Let's call this value of the earth's attraction "A". Then a simple division
of Y/A tell us exactly how long it takes a falling object to reach the speed
of Y, and by extension, also tells us exactly how much times passes between
launching an object upward, and that object reaching is max height before it
begins to fall down again.
However, the hang time we are looking for is twice that because it is the
time for the object to get to it's max height and then to fall back down.
So hang time = 2Y/A.
(Note: technically hang time is 2Y/A *only* if one is jumping from the top
of one ramp to the top of an equal height ramp on the other side. If there
is no equal height ramp on the other side, you gain a slight amount of extra
"hang time" before hitting the floor equal to the height of the ramp divided
by A. So if the ramp is 10 meters off the ground and you are landing on the
ground, you will get a slight amount extra time, which translates into a
slight amount further distance. However, that gets *much* more complex to
calculate - as in using the quadratic formula and more.

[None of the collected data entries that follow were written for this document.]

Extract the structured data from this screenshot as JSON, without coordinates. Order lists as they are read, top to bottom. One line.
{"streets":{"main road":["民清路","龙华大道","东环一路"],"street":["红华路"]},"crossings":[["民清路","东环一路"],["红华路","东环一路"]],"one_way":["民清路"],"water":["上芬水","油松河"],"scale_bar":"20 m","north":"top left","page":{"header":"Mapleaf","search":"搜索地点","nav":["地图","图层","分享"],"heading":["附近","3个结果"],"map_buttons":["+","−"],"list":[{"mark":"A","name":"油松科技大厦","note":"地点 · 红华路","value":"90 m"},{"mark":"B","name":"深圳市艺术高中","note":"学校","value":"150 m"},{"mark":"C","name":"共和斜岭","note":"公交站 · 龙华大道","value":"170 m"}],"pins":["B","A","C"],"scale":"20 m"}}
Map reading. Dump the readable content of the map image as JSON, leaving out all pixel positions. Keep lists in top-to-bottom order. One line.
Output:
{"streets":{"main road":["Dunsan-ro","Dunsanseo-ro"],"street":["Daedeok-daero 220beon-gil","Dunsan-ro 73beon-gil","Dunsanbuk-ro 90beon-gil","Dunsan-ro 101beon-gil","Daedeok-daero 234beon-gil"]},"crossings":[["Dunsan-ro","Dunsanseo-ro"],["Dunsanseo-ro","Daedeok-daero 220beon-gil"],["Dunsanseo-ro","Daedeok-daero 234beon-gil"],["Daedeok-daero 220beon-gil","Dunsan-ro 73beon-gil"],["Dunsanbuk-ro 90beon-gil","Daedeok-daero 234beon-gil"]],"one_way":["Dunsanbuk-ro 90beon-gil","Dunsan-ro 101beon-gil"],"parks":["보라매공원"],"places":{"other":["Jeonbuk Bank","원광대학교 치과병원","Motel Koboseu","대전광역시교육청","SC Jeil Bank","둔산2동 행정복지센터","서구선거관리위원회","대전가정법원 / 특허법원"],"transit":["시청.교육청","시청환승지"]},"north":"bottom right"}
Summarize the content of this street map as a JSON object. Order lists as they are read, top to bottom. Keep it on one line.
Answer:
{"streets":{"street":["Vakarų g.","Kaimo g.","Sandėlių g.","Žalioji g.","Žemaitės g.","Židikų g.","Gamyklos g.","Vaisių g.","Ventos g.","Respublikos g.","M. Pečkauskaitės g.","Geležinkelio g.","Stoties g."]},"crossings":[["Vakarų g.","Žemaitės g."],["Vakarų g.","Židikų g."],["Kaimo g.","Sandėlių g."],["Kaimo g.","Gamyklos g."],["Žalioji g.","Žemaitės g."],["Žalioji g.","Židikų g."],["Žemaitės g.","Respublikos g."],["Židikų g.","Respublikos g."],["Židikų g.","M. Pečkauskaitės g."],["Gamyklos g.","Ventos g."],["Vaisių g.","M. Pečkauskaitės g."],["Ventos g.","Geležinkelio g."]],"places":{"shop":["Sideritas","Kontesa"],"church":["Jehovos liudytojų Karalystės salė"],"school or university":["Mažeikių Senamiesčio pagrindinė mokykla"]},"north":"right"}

A simpler method of
determining this extra distance can be used after answering the original
question, and will be addressed later.)
All we have to do is multiply hang time by the horizontal speed component
"X" to get the max jump distance: X*2Y/A, or to simplify, 2XY/A.
However, we do not know X and Y - although we do know that Y=S*Sin(N) and
X=S*Cos(N), so we can substitute those value into our 2XY/A formula:
2 * (S*Cos(N)) * (S*Sin(N)) / A
Rearranging slightly, we get:
2 * S * S * Sin(N) * Cos(N) / A
Or...
2S^2(Sin(N))(Cos(N))/A
Since we know A = 10 m/s^2...
2S^2(Sin(N))(Cos(N))/10
Or...
S^2(Sin(N))(Cos(N))/5 ... which is the same as .2*(S^2)*(Sin(N))*(Cos(N))
One interesting question is what angle of ramp gives you the longest
possible jump? Another way to ask this is to ask for what value of N is
Sin(N) times Cos(N) the largest possible value? The answer happens to be 45
degrees, where Sin(N)Cos(N) = .5
Plugging this into to our equation yields:
.2*(S^2)*.5 = .2*.5*(S^2) = .1(S^2)
So, if the object leaves a 45 degree ramp at a speed (in m/s) of S, to
determine his total jump distance square his speed and multiple by .1 (or
divide by ten, same thing.) So leaving a 45 degree ramp at 100 mph (about
45 m/s) should yield about a 45^2/10 distance = 202.5 meters, about 665 feet
- not including air resistance.
A simple table of the Sin(N)Cos(N) factor (call it the SCN factor) could be
useful, here is one:
RAMP INCLINE SCN
5 or 85 degrees use 0.09
10 or 80 degrees use 0.17
15 or 75 degrees use 0.25
20 or 70 degrees use 0.32
25 or 65 degrees use 0.38
30 or 60 degrees use 0.43
35 or 55 degrees use 0.47
40 or 50 degrees use 0.49
45 degrees use 0.5
Simply look up the degree of the ramp or incline above to plug in to the
formula:
(.2) times (Speed in m/s, squared) times (SCN factor from table) = total
horizontal distance
And that will give you your max jump distance with no need to do trig at
all. Easy peasie.
To get max height, for jumping over obstacles and whatnot, it's a little
different. The formula d=1/2at^2 tell us the distance travelled by an
object under constant acceleration for a time of "t". In this case, we are
experiencing constant deceleration do to gravity.
We start by determining at what point in time is our max height happening.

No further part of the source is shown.